Göz ucuyla süzdüğüm kadarıyla eldivenlerinden saçlarına kadar süslüydü de.
Önce eldivenlerine lâf attım sohbet için. Yarım parmaklı, üzerinde payetlerden kalp desenli siyah eldivenler annesininmiş ama o takıyormuş. Bu geceki konserde sahneye çıkacak olan korist hanımlardan birinin kızıymış.
Kaç yaşındasın dedim, 9 dedi.
Kaça gidiyorsun dedim, parmaklarıyla 3 yaptı.
Senin sesin de annen gibi güzel mi dedim, bilmiyorum ama hiçbir şarkıyı ezbere bilmiyorum dedi.
Büyüdükçe öğrenirsin dedim.

Yıllar içinde duya duya, dinleye dinleye, söyleye söyleye ezberliyor insan şarkıları nihayetinde.
Adının Hayat olduğunu öğrendiğim kızımız ile konser başlayana kadar konuştuk usul usul. Sonra da bir fotoğrafımız olsun birlikte dedim. Kameraya böyle baktık gülümseyerek.

Mudanya Musiki Derneği’nin 10. Yılına özel hazırlanan konseri beklerken Hayat ile ettiğimiz kısacık muhabbette ne güzel bir enerji yüklenmiştim.
****
Konser, Mudanya Musiki Derneği’nin ebediyete intikal eden kurucu şefi Mustafa Can’ın perdeye yansıyan görüntüleri ve sesi ile, daha doğrusu vefa ile başladı.

Sonra sazlar ve koristler yerlerini aldılar. Şarkılar ardı ardına gelmeye başladı.
Şef Salih Berkmen yönetiminde sahneye çıkan koro, Türk Sanat Müziği’nin unutulmaz eserlerini seslendirdi. Sololarda Osman Nuri Şalgam, Banu Dinler, Ahmet Yaşar Binay, Seza Ayan, Abdülkadir Özözen, Mutlu Türkyılmaz, Mustafa Er ve Salih Bilgen sahne aldılar.
Hareketli şarkılarda koristler ayrı, sazlar ayrı, izleyici ayrı coşuyordu.
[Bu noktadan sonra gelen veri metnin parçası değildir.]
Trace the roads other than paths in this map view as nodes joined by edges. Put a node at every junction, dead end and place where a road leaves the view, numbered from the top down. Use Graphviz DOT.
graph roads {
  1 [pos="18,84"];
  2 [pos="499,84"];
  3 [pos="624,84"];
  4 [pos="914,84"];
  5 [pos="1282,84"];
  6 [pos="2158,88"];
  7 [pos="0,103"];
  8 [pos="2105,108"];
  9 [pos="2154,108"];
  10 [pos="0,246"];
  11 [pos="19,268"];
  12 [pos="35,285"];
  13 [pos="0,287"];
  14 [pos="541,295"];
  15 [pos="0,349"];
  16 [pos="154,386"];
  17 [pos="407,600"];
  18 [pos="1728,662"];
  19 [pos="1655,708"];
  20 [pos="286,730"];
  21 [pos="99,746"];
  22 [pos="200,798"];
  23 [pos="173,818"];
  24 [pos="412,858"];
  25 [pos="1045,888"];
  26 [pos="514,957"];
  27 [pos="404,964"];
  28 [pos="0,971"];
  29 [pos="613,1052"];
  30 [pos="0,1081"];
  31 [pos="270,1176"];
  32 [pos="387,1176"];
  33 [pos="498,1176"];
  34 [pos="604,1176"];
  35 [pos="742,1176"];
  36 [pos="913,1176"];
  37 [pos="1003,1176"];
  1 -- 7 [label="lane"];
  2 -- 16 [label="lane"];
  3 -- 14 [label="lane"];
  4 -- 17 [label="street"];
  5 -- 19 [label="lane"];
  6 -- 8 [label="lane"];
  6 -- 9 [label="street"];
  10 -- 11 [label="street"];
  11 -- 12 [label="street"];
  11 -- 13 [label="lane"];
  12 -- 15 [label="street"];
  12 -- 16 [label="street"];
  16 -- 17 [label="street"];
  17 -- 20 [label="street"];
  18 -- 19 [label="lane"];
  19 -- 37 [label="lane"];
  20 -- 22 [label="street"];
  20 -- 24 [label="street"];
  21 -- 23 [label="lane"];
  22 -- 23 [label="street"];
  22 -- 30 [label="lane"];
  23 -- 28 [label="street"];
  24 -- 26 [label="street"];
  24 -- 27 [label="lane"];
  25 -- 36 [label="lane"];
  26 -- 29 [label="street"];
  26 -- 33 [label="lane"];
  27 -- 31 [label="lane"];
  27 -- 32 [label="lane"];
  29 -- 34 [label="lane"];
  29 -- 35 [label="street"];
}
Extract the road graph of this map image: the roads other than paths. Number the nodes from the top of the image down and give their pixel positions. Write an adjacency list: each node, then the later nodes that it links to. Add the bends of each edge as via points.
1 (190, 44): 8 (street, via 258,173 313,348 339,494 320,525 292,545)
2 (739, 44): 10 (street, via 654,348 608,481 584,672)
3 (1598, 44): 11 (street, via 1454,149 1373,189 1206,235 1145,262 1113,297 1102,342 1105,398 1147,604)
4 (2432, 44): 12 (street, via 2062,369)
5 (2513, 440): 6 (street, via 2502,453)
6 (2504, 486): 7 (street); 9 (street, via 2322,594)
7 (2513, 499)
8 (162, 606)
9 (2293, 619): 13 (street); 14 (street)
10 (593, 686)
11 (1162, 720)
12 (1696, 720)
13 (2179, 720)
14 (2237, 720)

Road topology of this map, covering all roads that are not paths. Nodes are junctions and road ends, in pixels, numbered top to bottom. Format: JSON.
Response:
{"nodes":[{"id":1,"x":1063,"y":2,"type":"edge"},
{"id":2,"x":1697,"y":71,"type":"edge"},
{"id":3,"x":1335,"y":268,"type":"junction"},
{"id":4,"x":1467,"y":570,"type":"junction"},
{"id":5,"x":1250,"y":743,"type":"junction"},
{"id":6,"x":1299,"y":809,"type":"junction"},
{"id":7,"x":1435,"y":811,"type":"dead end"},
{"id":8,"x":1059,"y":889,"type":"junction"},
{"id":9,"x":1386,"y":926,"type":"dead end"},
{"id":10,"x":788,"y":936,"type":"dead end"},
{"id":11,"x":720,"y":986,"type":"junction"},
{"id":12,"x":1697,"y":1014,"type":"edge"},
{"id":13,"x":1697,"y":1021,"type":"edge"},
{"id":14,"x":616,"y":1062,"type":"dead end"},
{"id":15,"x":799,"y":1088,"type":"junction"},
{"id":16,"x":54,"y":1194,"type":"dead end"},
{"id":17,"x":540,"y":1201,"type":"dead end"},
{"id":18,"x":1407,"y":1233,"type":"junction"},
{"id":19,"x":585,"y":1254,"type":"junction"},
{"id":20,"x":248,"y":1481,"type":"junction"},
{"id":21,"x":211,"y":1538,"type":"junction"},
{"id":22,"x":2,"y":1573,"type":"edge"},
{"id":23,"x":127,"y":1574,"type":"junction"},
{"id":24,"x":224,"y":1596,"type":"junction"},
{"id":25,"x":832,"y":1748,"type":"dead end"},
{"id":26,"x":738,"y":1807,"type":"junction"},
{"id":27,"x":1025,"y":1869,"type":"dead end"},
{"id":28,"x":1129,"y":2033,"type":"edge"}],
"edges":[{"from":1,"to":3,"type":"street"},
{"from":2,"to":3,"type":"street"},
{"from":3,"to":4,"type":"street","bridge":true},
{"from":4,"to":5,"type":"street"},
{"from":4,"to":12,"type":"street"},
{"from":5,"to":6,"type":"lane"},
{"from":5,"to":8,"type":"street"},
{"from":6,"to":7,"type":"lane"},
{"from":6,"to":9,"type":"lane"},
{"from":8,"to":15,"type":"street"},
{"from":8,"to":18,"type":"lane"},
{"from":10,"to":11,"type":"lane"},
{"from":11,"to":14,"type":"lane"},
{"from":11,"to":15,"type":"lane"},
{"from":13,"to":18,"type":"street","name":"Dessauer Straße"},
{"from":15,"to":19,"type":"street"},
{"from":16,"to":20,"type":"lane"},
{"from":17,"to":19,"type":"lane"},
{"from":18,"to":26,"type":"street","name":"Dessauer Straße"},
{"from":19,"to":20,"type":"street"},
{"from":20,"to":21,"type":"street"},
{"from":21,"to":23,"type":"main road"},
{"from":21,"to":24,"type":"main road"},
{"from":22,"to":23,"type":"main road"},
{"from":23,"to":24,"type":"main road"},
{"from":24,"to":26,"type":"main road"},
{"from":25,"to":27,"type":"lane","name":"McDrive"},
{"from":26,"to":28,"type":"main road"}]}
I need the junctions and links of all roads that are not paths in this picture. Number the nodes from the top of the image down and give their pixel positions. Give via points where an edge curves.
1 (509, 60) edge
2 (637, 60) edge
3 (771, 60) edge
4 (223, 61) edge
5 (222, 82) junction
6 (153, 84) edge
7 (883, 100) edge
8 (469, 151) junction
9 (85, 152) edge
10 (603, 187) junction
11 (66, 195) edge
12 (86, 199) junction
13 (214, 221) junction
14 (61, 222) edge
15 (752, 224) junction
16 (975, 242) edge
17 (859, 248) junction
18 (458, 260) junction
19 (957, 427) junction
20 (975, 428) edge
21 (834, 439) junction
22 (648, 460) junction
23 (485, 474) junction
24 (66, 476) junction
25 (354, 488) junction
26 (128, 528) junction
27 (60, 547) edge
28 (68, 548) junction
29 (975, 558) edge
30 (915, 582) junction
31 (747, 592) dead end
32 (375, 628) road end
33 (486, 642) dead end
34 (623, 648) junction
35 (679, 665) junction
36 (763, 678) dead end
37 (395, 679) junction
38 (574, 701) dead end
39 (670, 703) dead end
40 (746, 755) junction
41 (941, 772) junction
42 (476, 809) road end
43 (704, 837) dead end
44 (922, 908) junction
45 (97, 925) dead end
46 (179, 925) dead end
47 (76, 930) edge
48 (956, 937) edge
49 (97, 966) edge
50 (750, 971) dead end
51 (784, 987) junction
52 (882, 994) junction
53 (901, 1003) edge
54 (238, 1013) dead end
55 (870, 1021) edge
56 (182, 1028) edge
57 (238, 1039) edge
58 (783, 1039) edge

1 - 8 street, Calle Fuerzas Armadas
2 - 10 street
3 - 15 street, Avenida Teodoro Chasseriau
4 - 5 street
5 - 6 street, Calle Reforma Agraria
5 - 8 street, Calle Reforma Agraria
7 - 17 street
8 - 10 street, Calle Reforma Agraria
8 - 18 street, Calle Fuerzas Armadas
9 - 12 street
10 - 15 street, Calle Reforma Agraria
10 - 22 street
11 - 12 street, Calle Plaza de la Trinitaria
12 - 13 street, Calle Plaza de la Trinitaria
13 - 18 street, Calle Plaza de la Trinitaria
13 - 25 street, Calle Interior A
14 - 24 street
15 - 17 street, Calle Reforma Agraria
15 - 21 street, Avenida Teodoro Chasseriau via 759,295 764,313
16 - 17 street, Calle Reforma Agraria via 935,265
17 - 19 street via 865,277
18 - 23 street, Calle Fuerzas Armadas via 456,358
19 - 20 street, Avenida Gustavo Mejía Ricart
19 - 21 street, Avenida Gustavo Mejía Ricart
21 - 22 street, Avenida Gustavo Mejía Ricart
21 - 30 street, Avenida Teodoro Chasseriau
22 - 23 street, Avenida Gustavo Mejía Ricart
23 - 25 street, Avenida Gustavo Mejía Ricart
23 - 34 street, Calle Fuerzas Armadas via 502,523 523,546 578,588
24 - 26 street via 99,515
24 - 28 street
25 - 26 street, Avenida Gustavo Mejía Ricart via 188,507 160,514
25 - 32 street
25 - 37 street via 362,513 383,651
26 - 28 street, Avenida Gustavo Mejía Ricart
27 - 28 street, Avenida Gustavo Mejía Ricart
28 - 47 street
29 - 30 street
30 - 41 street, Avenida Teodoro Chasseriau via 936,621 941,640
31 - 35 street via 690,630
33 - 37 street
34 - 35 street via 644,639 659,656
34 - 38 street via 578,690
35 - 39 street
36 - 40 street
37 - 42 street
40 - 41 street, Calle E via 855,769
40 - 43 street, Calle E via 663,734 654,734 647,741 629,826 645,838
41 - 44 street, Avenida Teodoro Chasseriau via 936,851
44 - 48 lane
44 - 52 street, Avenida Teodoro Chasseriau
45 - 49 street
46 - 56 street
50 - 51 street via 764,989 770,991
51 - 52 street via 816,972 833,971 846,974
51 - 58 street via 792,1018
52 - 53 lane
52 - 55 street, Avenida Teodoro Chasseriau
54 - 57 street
Özellikle de Bir Gece Ansızın Gelebilirim şarkısı söylenirken sazların şiddetli temposunu duyunca, üzerine bir de şarkının sözlerine odaklanınca, Viyana kapılarına yeniden dayanıyoruz sandım ben.
Şaka bir yana, soloya çıkan koristlerin her biri amatör bir korodan beklenmeyecek derecede iyi okudu eserlerini. Belli ki bu söyleyişlerde hem emek vardı, hem de şarkılara duyulan sevda. Üstelik de sahnede çok eğleniyorlardı. Sahnede böyle iseler çalışmalarda nasıllar diye merak da etmedim değil hani…

Gençlere Yer Açın
Genelde amatör korolar belli bir yaşın üzerindeki kişilerden oluşur malum. Lakin Mudanya Musiki Derneği Korosu’nun içinde her yaştan korist var. O koristlerin içinde yaşının diğerlerinden epey küçük olduğunu anladığım bir delikanlı vardı. Böyle bir koroda göremeyeceğimiz kadar gençti. Ve o gençliği ile benim dikkatimi çekmişti.
Onun adının da Deniz Çiçek olduğunu öğrendim. Koroya bu sene katılmış Deniz. İkinci bölümde sahneye çıkan Gökhan Sezen’in bazı parçalarına eşlik edememesi o yüzden normaldi. Hem koroda yeniydi, hem de henüz çok gençti.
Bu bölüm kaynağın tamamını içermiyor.